Robert Linhart, L’Etabli

"(…) notre méthode nous permettra d’éprouver dans sa spécificité le caractère tonique des espérances légères, des espérances qui ne peuvent pas tromper parce qu’elles sont légères, des espérances qui s’associent à des mots qui ont en nous un avenir immédiat, à des mots espérants, à des mots qui font découvrir soudain une idée nouvelle, rajeunie, vivante, une idée qui est à nous seuls comme un bien nouveau. Le verbe n’est-il pas la première allégresse ? La parole a une tonicité si elle espère. Elle va se brouiller si elle craint."
Gaston Bachelard, L’Air et les Songes

Mon Dieu, mais alors qu’avez-vous à votre actif ?
Moi ? Une vitalité désespérée.
Pier Paolo Pasolini

Sur le corps au travail

« Tout travail suppose une mobilisation physique, cognitive et subjective de celui ou celle qui l’exerce, en lien avec d’autres acteurs, dans un cadre partiellement contraint, mobilisation que les ergonomes appellent « activité de travail ».

« Le travail peut être source de développement des individus et des sociétés mais il peut aussi engendrer contraintes et souffrances. Le travail engage celui qui le réalise : par l’effort, le corps intensément mobilisé en tant qu’instrument du pouvoir d’agir, et par le geste technique/professionnel qui constitue la modalité opérationnelle située, finalisée et socialement construite de ce pouvoir d’agir, les travailleurs tentent de gérer à leur manière les contradictions éventuelles des interactions avec leur milieu (Coutarel, 2008). De cette tension corporellement ancrée avec son milieu, le travailleur ne sort pas inchangé : développement personnel, reconnaissance, estime de soi… ou bien souffrance, stress, troubles musculo- squelettiques. Face à cette seconde alternative, le désengagement ou la posture de retrait vis-à-vis du travail constituent souvent d’ultimes et éphémères défenses.
Coutarel Fabien et Andrieu Bernard, « Corps au travail », Corps, 2009/1 n° 6, p. 11-13.

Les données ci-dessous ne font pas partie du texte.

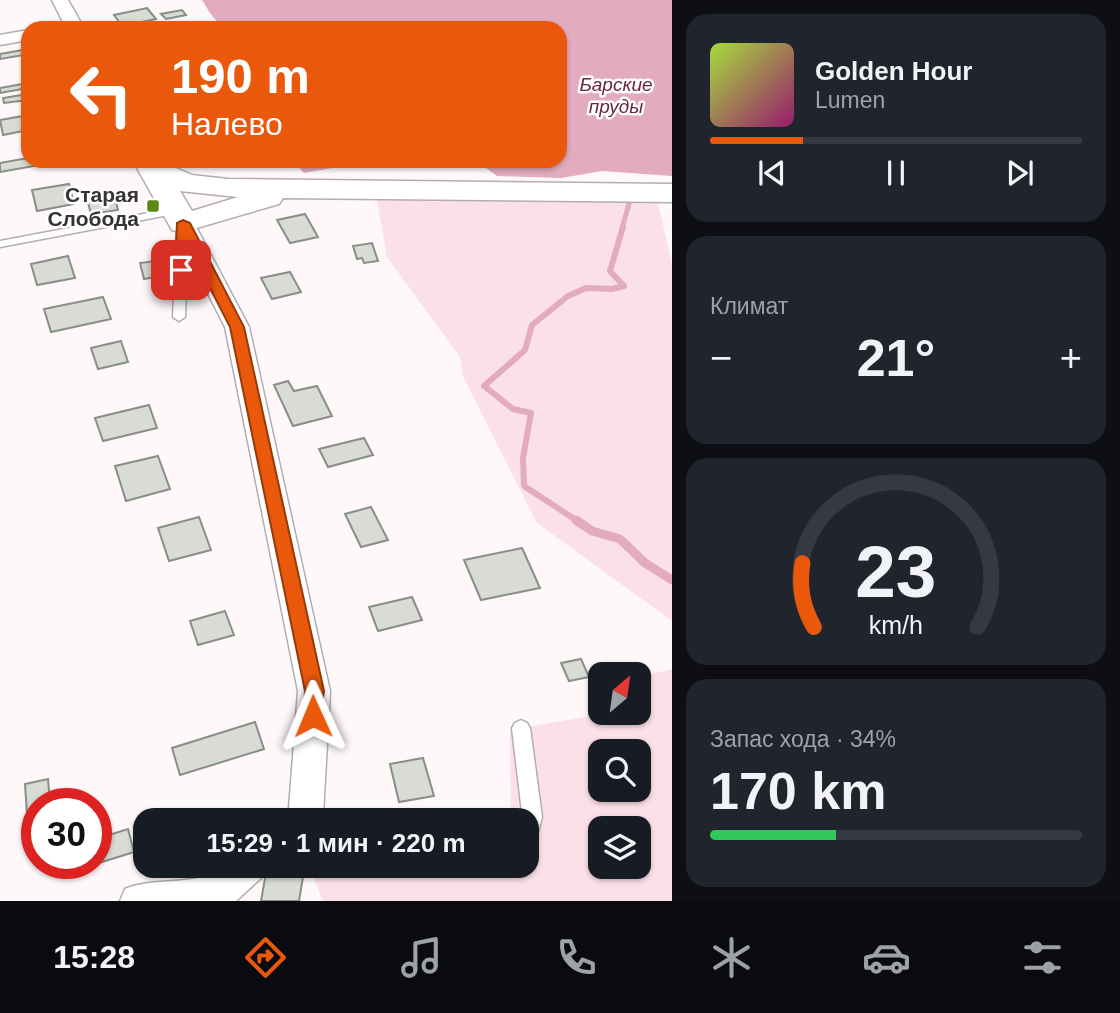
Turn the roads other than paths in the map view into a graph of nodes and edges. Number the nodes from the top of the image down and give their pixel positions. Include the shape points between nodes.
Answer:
1 (60, 0) edge
2 (76, 21) edge
3 (21, 36) edge
4 (0, 40) edge
5 (153, 168) edge
6 (672, 193) edge
7 (178, 203) junction
8 (0, 244) edge
9 (179, 317) dead end
10 (521, 728) dead end
11 (308, 808) edge
12 (532, 808) edge
13 (236, 878) edge
14 (138, 901) edge

1 - 2 street
3 - 4 street
5 - 7 street
6 - 7 street via 290,190
7 - 8 lane
7 - 9 lane
7 - 11 street via 237,327 314,691
10 - 12 lane
13 - 14 street via 220,892

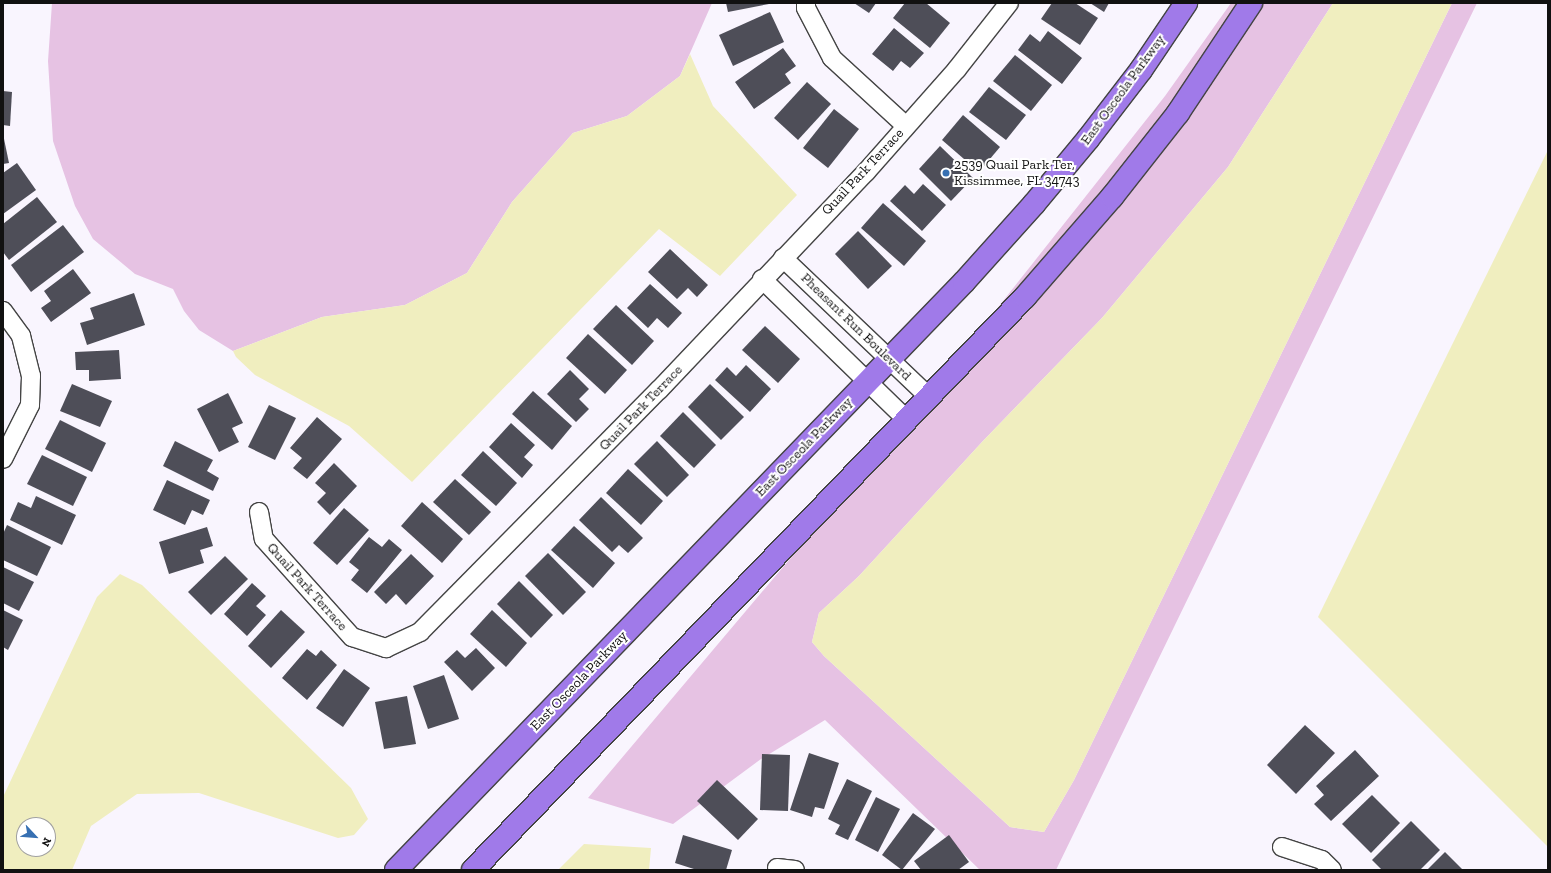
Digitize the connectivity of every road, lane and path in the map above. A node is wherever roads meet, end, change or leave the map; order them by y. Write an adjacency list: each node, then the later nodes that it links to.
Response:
1 (806, 3): 5 (street)
2 (1009, 3): 5 (street, Quail Park Terrace)
3 (1186, 3): 9 (main road, East Osceola Parkway)
4 (1251, 3): 11 (main road)
5 (906, 126): 6 (street, Quail Park Terrace)
6 (783, 258): 7 (street, Quail Park Terrace); 9 (street, Pheasant Run Boulevard)
7 (762, 279): 10 (street); 14 (street, Quail Park Terrace)
8 (3, 312): 13 (street)
9 (889, 359): 10 (main road, East Osceola Parkway); 11 (street, Pheasant Run Boulevard)
10 (867, 382): 12 (street); 17 (main road, East Osceola Parkway)
11 (929, 397): 12 (main road)
12 (906, 419): 18 (main road)
13 (3, 459)
14 (259, 512)
15 (1282, 847): 20 (street)
16 (777, 868): 19 (street)
17 (396, 870)
18 (473, 870)
19 (795, 870)
20 (1332, 870)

Extraits de « L’établi », Robert Linhart, Editions de Minuit, 1978/1981

« Et si l’on se disait que rien n’a aucune importance, qu’il suffit de s’habituer à faire les mêmes gestes d’une façon toujours identique, dans un temps toujours identique, en n’aspirant plus qu’à la perfection placide de la machine ? Tentation de la mort. Mais la vie se rebiffe et résiste. L’organisme résiste. Les muscles résistent. Les nerfs résistent. Quelque chose, dans le corps et dans la tête, s’arc-boute contre la répétition et le néant. La vie : un geste plus rapide, un bras qui retombe à contretemps, un pas plus lent, une bouffée d’irrégularité, un faux mouvement (…) Cette maladresse, ce déplacement superflu, cette accélération soudaine, cette soudure ratée, cette main qui s’y reprend à deux fois, cette grimace, ce « décrochage », c’est la vie qui s’accroche. Tout ce qui, en chacun des hommes de la chaîne, hurle silencieusement : « Je ne suis pas une machine ! »

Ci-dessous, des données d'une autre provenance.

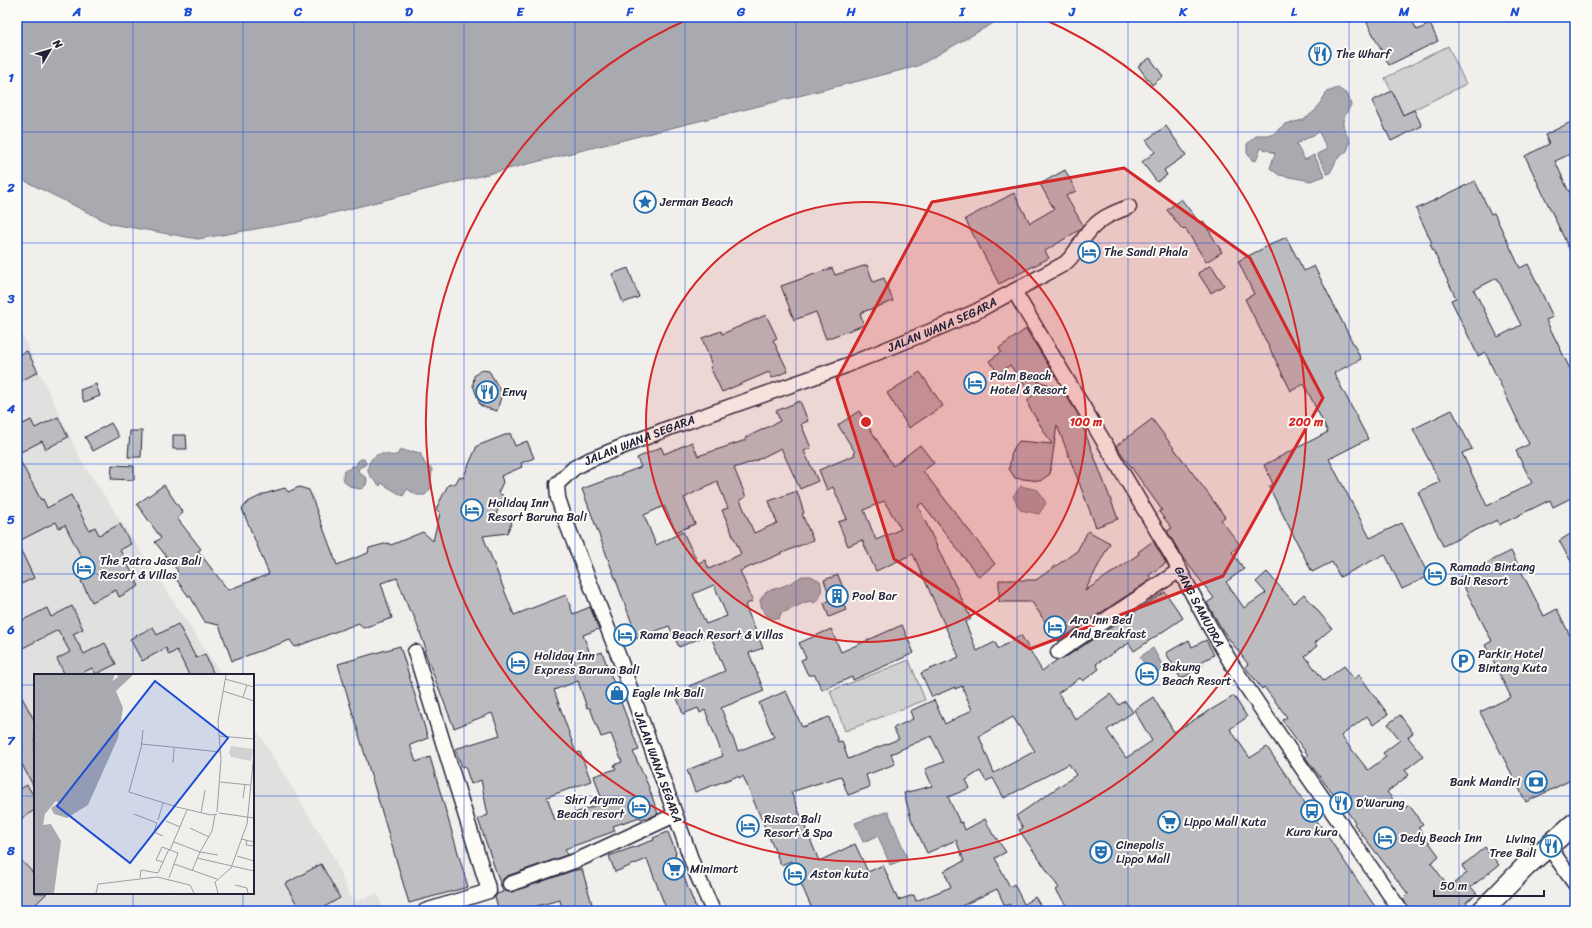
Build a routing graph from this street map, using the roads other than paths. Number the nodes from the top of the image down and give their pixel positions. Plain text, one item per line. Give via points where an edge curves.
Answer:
1 (1129, 206) dead end
2 (1014, 291) junction
3 (1180, 570) junction
4 (414, 652) dead end
5 (1058, 652) dead end
6 (675, 815) junction
7 (1575, 823) edge
8 (1549, 847) junction
9 (510, 884) dead end
10 (1575, 884) edge
11 (425, 911) edge
12 (713, 911) edge
13 (1401, 911) edge
14 (1482, 911) edge

1 - 2 street, JALAN WANA SEGARA via 1097,223 1070,260
2 - 3 street, GANG SAMUDRA
2 - 6 street, JALAN WANA SEGARA via 978,311 845,366 669,428 589,460 574,468 557,484 558,498 566,522 619,657
3 - 5 street
3 - 13 street, GANG SAMUDRA via 1234,668
4 - 11 street via 489,891
6 - 9 street via 580,859
6 - 12 street, JALAN WANA SEGARA
7 - 8 main road
8 - 10 street
8 - 14 main road via 1526,866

"Rien n’a changé à l’atelier de soudure depuis ce premier jour de septembre 1968 – mon éphémère affectation à la soudure à l’étain. À dix mètres de moi, Mouloud refait indéfiniment les mêmes gestes. Bâton d étain, coup de chalumeau, va-et-vient de la palette, une courbure lisse (je sais que l’impression de facilité n’est qu’apparente, qu’il faut maîtriser sa main au millimètre près, contracter ses muscles et ses nerfs, contrôler avec précision la pression de ses doigts). (…) Une 2CV faite, une autre à faire… Je calcule. Cent cinquante par jour. Deux cent vingt jours par an. En ce moment, fin juillet, il doit en être à peu près à la trente-trois millième. Trente-trois mille fois dans l’année, il a refait les mêmes gestes. Pendant que des gens allaient au cinéma, bavardaient, faisaient l’amour, nageaient, skiaient, cueillaient des fleurs, jouaient avec leurs enfants, écoutaient des conférences, se goinfraient, se baladaient, parlaient de la Critique de la Raison pure, (…) pendant que le soleil se levait sur Grenade et que la Seine clapotait doucement sous le pont Alexandre-III, pendant que le vent couchait les blés, caressait l’herbe des prairies et faisait murmurer les feuillages dans les bois, trente-tois mille carcasses de 2CV ont défilé devant Mouloud depuis septembre, pour qu’il soude trente-trois mille fois le même interstice de cinq centimètres de long, et chaque fois il a pris son bâton d’étain, son chalumeau, sa palette. Droit, les tempes grises, les yeux un peu usés, quelques rides supplémentaires, me semble-t-il."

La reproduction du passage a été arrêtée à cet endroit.